Et je sortis en direction de la gare.
A peine parcouru quelques pas, je fus à nouveau fermement rappelé à l’ordre : « QU’EST CE QUI NE VA PAS ». Je relevai la tête et décidai cette fois de réagir, vaille que vaille.
En face de moi se tenait une beauté orientale, une jolie gosse au regard de biche et aux épaules menues, couvertes du même infâme gilet orange estampillé « Smiley ». Une étudiante en quête d’argent de poche ou de nécessité, pensai-je, d’origine vraisemblablement maghrébine, et promise à une « success story » républicaine, je le lui souhaite de tout cœur. J’attaquai néanmoins –tant pis- frontalement. En gros, cela donna ceci :
Elle a opéré une volte face dédaigneuse et s’est fondue dans la foule, loin des calembredaines de ce vieux balourd aux lèvres pincées, qui lui gâchait son avenue Super Sympa… Et sans doute en quête d’un constipé plus conciliant.
Adieu donc, belle passante à qui je veux dédier ce poème etc. Sur ce blog même et à propos de ces vers, il y a quelques mois, Paul Jorion commettait un impair mémorable, mais, finalement, pas tant que cela. Moi, cette chanson (Les Passantes), je la verrais bien chanté par Michel Sardou en duo avec Madame Sarkozy, accompagnés par l’orchestre des Gadz’Arts, ça va de soi.
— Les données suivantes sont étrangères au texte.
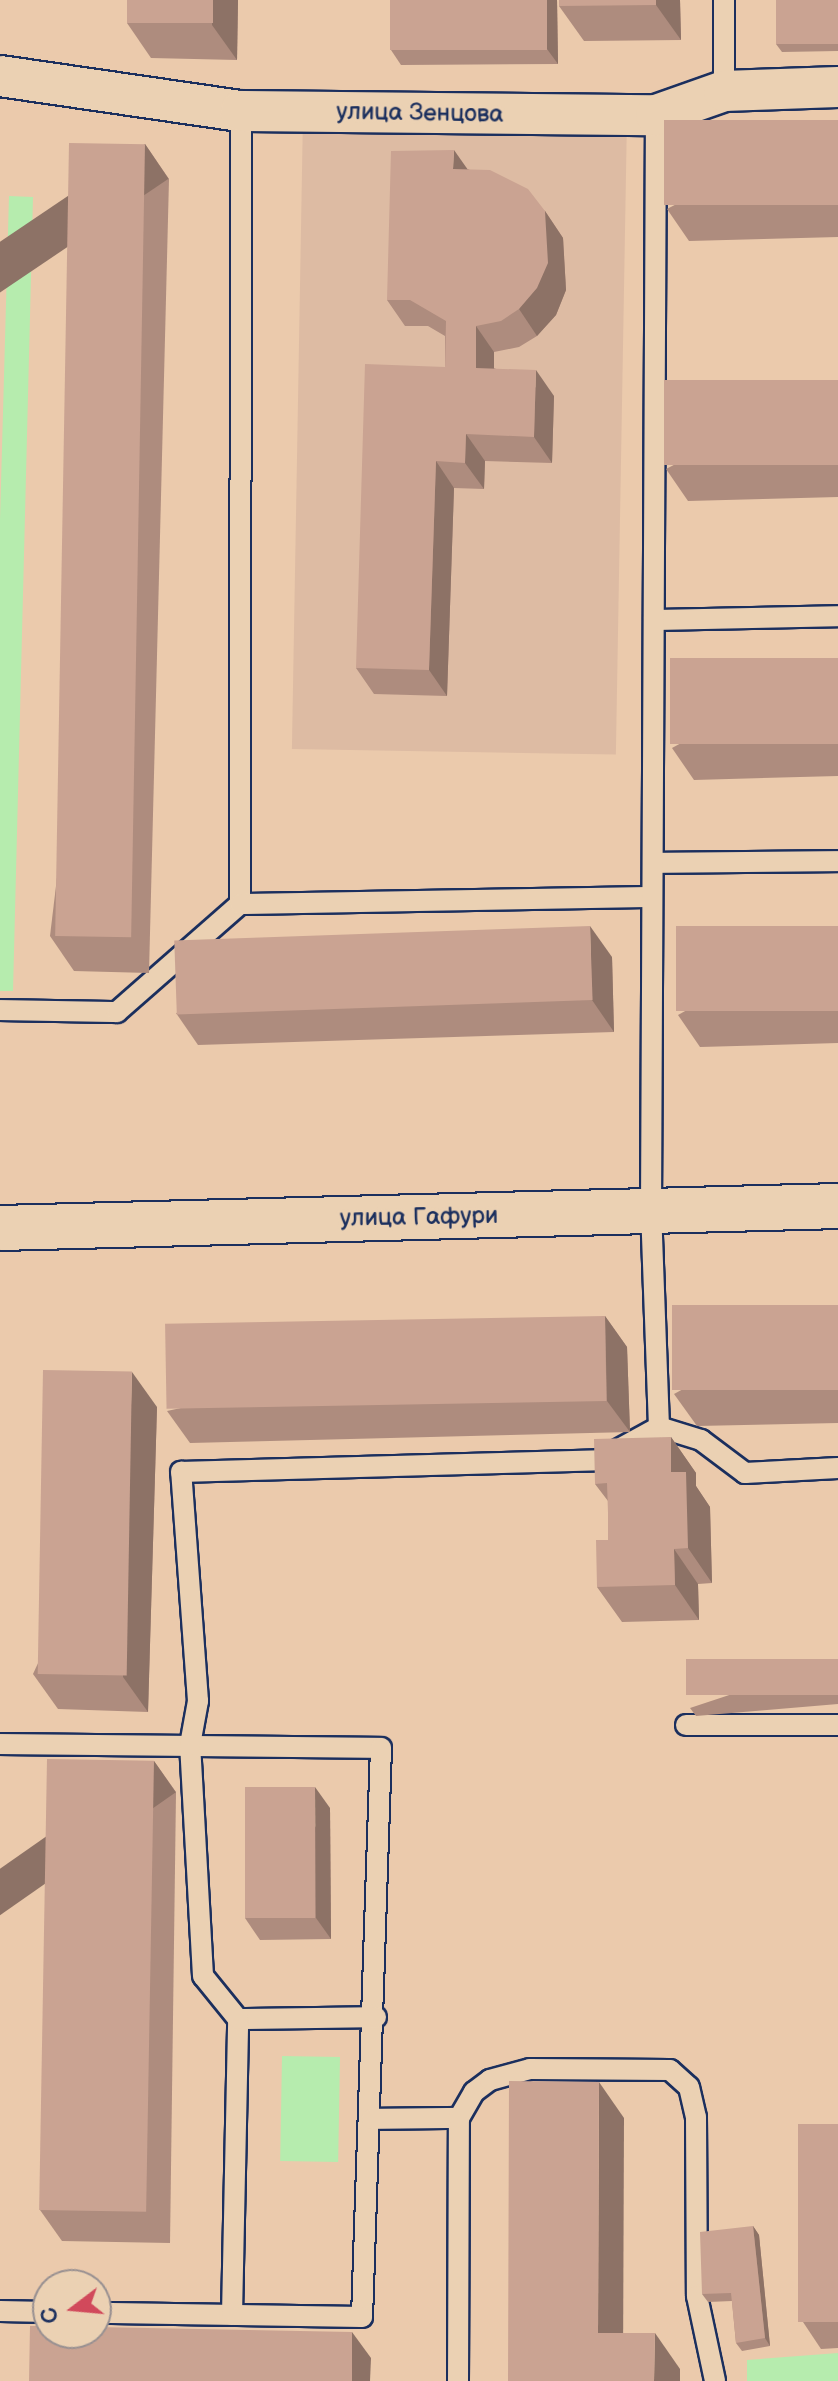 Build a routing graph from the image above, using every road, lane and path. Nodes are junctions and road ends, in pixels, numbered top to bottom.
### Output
1 (724, 0) edge
2 (0, 76) edge
3 (838, 87) edge
4 (724, 91) junction
5 (241, 111) junction
6 (656, 115) junction
7 (838, 616) edge
8 (654, 620) junction
9 (838, 861) edge
10 (653, 863) junction
11 (652, 897) junction
12 (240, 904) junction
13 (0, 1010) edge
14 (838, 1206) edge
15 (651, 1211) junction
16 (0, 1228) edge
17 (659, 1427) junction
18 (838, 1468) edge
19 (686, 1725) dead end
20 (838, 1725) edge
21 (0, 1744) edge
22 (190, 1745) junction
23 (376, 2017) junction
24 (238, 2019) junction
25 (459, 2118) junction
26 (372, 2119) junction
27 (0, 2311) edge
28 (32, 2312) edge
29 (112, 2313) edge
30 (232, 2315) junction
31 (458, 2381) edge
32 (715, 2381) edge

1 - 4 lane
2 - 5 street, улица Зенцова
3 - 4 street, улица Зенцова
4 - 6 street, улица Зенцова
5 - 6 street, улица Зенцова
5 - 12 lane
6 - 8 lane
7 - 8 lane
8 - 10 lane
9 - 10 lane
10 - 11 lane
11 - 12 lane
11 - 15 lane
12 - 13 lane
14 - 15 main road, улица Гафури
15 - 16 main road, улица Гафури
15 - 17 lane
17 - 18 lane
17 - 22 lane
19 - 20 lane
21 - 22 lane
22 - 23 lane
22 - 24 lane
23 - 24 lane
23 - 26 lane
24 - 30 lane
25 - 26 lane
25 - 31 lane
25 - 32 lane
26 - 30 lane
27 - 28 lane
29 - 30 lane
Plus tard, je pénétrai dans le hall de la gare, et, tout en consultant le panneau des horaires, je me félicitai de n’être jamais venu bosser dans cette ville, malgré tous ses mérites et les occasions qui s’étaient présentées à moi. Avant de monter dans le train, je déambulai sur les quais et me mis soudain à fredonner :
« A Lyon Nice ou Paris
Pour les portiers de nuit
Les retraités de la vie
Tous les hôtels sont gris »
Sur l’air du Chant du Départ, de Marie Joseph Chesnier.
La deuxième anecdote s’est produite tout récemment, le lendemain du 15 août de cette année.
Celle-là viendrait plutôt en vidéo d’appoint pour lancer un grand débat sur le thème du « Sourire à l’étranger ». Plantons en le décor et l’atmosphère. Chaque été au mois d’août, j’ai l’habitude d’aménager mes horaires de travail afin d’occuper deux emplois. J’occupe un poste dans un hôtel le jour et je m’installe dans un autre établissement la nuit, lequel a la particularité d’être vide.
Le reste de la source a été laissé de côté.